Below, we provide some insights as to how these different factors (age, gender, annuity type, interest rates) play out in terms of the annuity income you will receive. Our work is based on annuity rates provided by Sanlam as 1 September 2013. These rates differ from time to time, and from provider to provider, so the content below only serves illustrative purposes.How much income will your savings buy?
As indicated, this will depend on your gender, and your age at the time you purchase the annuity. In Figure 1 below, we show the annuity afforded by R1m, between the ages of 55 and 70. On average, men receive almost 12% more, with the gap widest around ages 63 to 65.

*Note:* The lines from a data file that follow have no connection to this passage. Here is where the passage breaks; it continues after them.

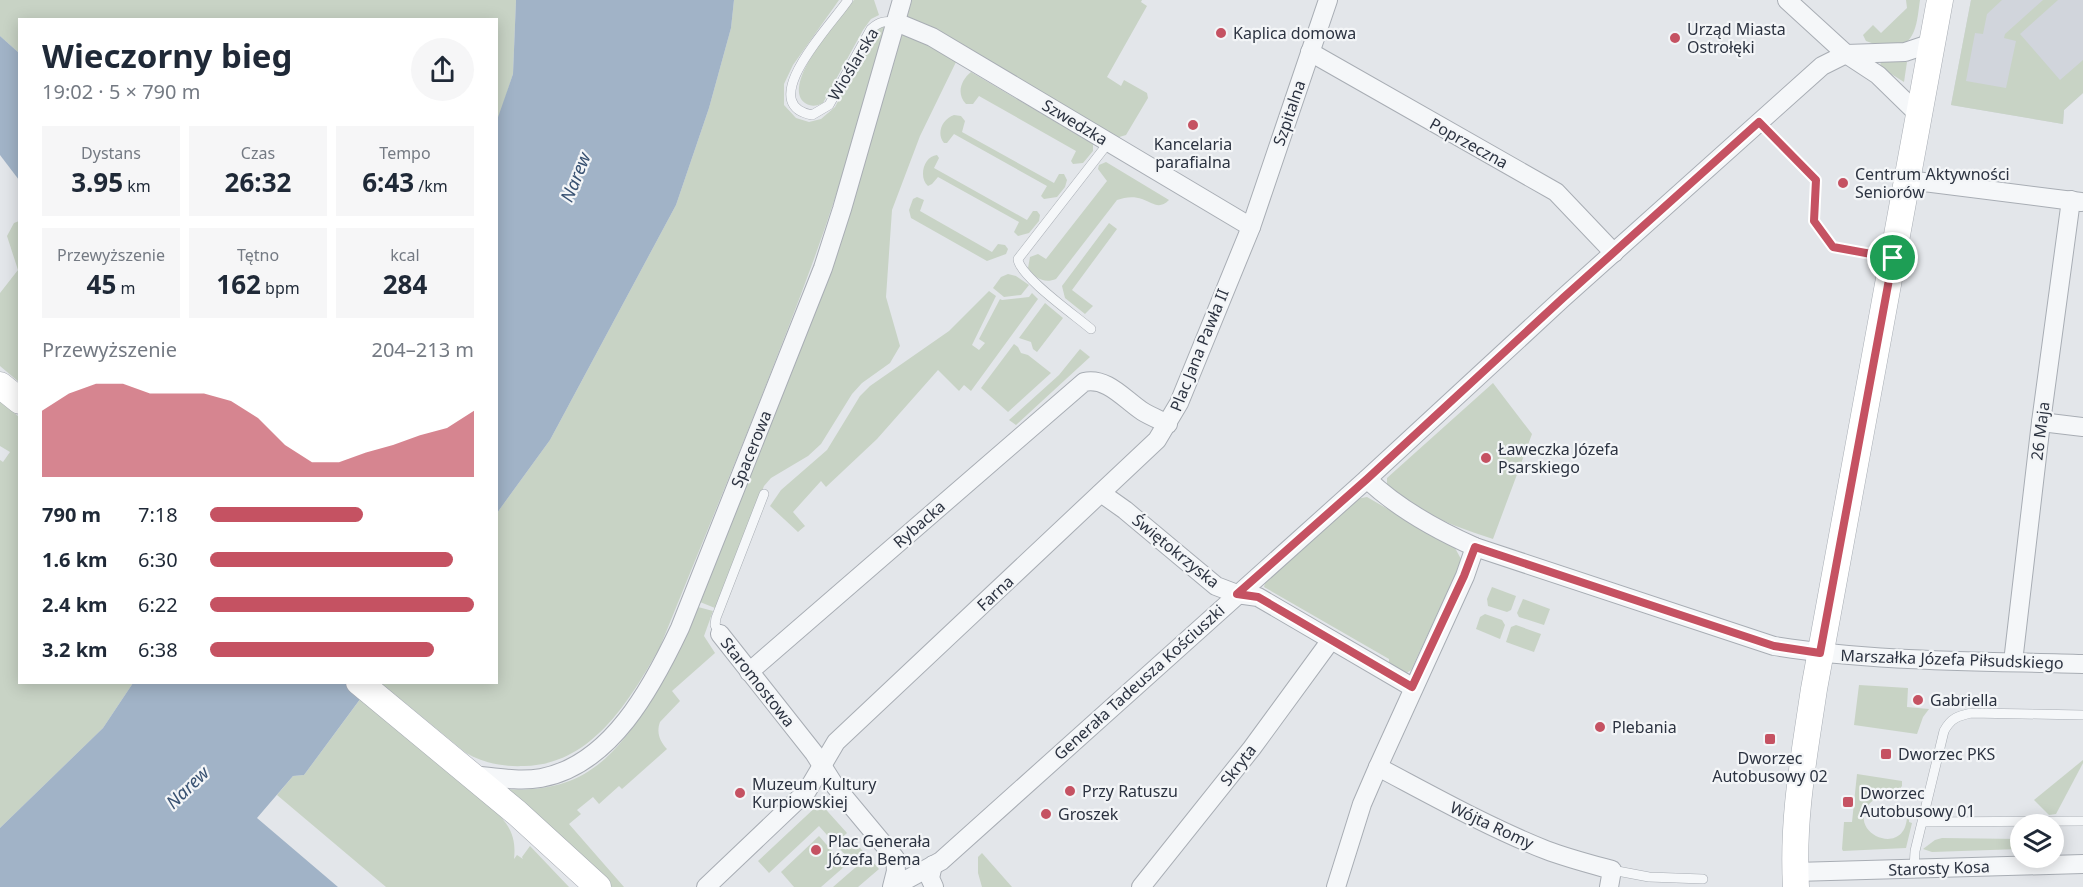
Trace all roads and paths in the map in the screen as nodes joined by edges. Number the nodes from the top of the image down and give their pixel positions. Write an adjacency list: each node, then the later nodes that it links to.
1 (848, 0): 6 (lane, Wioślarska)
2 (902, 0): 6 (street, Spacerowa)
3 (1328, 0): 8 (street, Szpitalna)
4 (1787, 0): 9 (street)
5 (1940, 0): 7 (street)
6 (897, 22): 12 (street, Szwedzka); 41 (street, Spacerowa)
7 (1932, 43): 9 (street); 10 (street)
8 (1310, 52): 15 (street, Szpitalna); 16 (street, Poprzeczna)
9 (1846, 54): 10 (street); 11 (street, Generała Tadeusza Kościuszki)
10 (1919, 115): 13 (street)
11 (1759, 122): 16 (street, Generała Tadeusza Kościuszki); 17 (lane)
12 (1108, 142): 15 (street, Szwedzka); 18 (lane)
13 (1908, 180): 14 (street); 17 (street)
14 (2077, 201): 22 (street, 26 Maja)
15 (1251, 226): 23 (street, Plac Jana Pawła II)
16 (1614, 253): 25 (street, Generała Tadeusza Kościuszki)
17 (1893, 258): 32 (street)
18 (1091, 328)
19 (1091, 380): 23 (street, Plac Jana Pawła II); 35 (street, Rybacka)
20 (0, 385): 21 (street)
21 (18, 399)
22 (2041, 422): 24 (street); 33 (street, 26 Maja)
23 (1168, 424): 26 (street, Farna)
24 (2083, 427)
25 (1367, 479): 28 (street, Marszałka Józefa Piłsudskiego); 29 (street, Generała Tadeusza Kościuszki)
26 (1101, 493): 29 (street, Świętokrzyska); 39 (street, Farna)
27 (764, 494): 30 (lane, Staromostowa)
28 (1475, 547): 32 (street, Marszałka Józefa Piłsudskiego); 37 (street)
29 (1237, 594): 31 (street, Świętokrzyska); 45 (street, Generała Tadeusza Kościuszki)
30 (720, 634): 35 (street, Staromostowa)
31 (1331, 640): 37 (street, Świętokrzyska); 54 (street, Skryta)
32 (1820, 653): 33 (street, Marszałka Józefa Piłsudskiego); 49 (street)
33 (2013, 662): 34 (street, Marszałka Józefa Piłsudskiego)
34 (2083, 664)
35 (749, 672): 39 (street, Staromostowa)
36 (361, 684): 41 (street)
37 (1412, 687): 40 (street)
38 (2083, 715): 43 (lane)
39 (822, 764): 51 (street); 52 (street)
40 (1378, 767): 47 (street, Wójta Romy); 55 (street)
41 (472, 775): 50 (street)
42 (2083, 821): 43 (lane)
43 (1923, 822): 46 (lane)
44 (2083, 864): 46 (street, Starosty Kosa)
45 (933, 865): 52 (street, Generała Tadeusza Kościuszki); 53 (street)
46 (1914, 869): 49 (street, Starosty Kosa)
47 (1611, 879): 48 (lane)
48 (1703, 879)
49 (1795, 879)
50 (598, 887)
51 (706, 887)
52 (892, 887)
53 (934, 887)
54 (1141, 887)
55 (1336, 887)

Fig 1: Annuity income for R1m (single person, fully inflation-linked
Retiring early comes at a cost. For a single male, R1m at age 55 presently only buys an annuity of around R4 600 pm. The annuity pay-out increase by around 3% pa for every year that you delay retirement, so that at age 65, your annuity (R6 000 pm) would be around 30% higher.
A R1m pay-out sounds like a lot, and may tempt you to spend money on a new car or a luxury holiday. So is quite sobering to know that R1m at age 65 only buys you an income of R6 000 per month (R5 400 if you are female). These days, that would barely cover the rent of a modest-sized apartment.
Worse still, R6 000 is the bachelor’s income, age 65. For those seeking an income continuation benefit for their spouse, the annuity pay-out drops by some 22%, to R4 700.
Fig 2: Annuity income (male, fully inflation-linked, single v married)
Given that an inflation-linked annuity pays out so little, you may be tempted to buy a level annuity instead. At age 55 this pays out twice as much, at age 65 still 73% more. So how will this work out for you? Well, that depends on how long you live, and what inflation does over this time.
Inflation expectations manifest in bond prices which in turn affects the cost of a purchased annuity. If inflation rises, interest rates tend to go up, and the cost of the annuity falls (ie you receive a bigger monthly income). Currently, CPI inflation in South African is running at around 6% pa, so we use this number to grow the annual inflation-linked annuity income.
If you plan to retire early (at age 55), live fast and die relatively young (before age 67), then choosing the fixed annuity would serve you well, as you would receive a higher income from the fixed level annuity through-out. In fact, cumulatively, you would receive more income from the level annuity until you reach age 77.
If you retired at age 65, you would stay ahead, income-wise, until you turn 75, and cumulatively, until you turn 83 (see Fig 3).
Fig 3: Annuity income (male, single, fully inflation-linked v level)
These odds sound enticing, given that average life expectancy for someone who reaches 65 is still under 80 in South Africa. But there are two problems with this:
Firstly, average life expectancy means that you have an even chance of making it past 80; secondly, the example above is based on inflation staying at 6%. Inflation is inherently unpredictable however, and could be higher or lower. If it is lower, you score, if it is higher, you lose, possibly in a big way.
Assuming inflation unexpectedly increased to 10% pa, your break-even income point would already happen at age 64 and 71 respectively (cumulatively at age 68 and 76).
In other words, if you plan to buy the fixed level annuity you need to have a strong conviction that you will not live into your Eighties, and that inflation will remain within (or below) current expectations.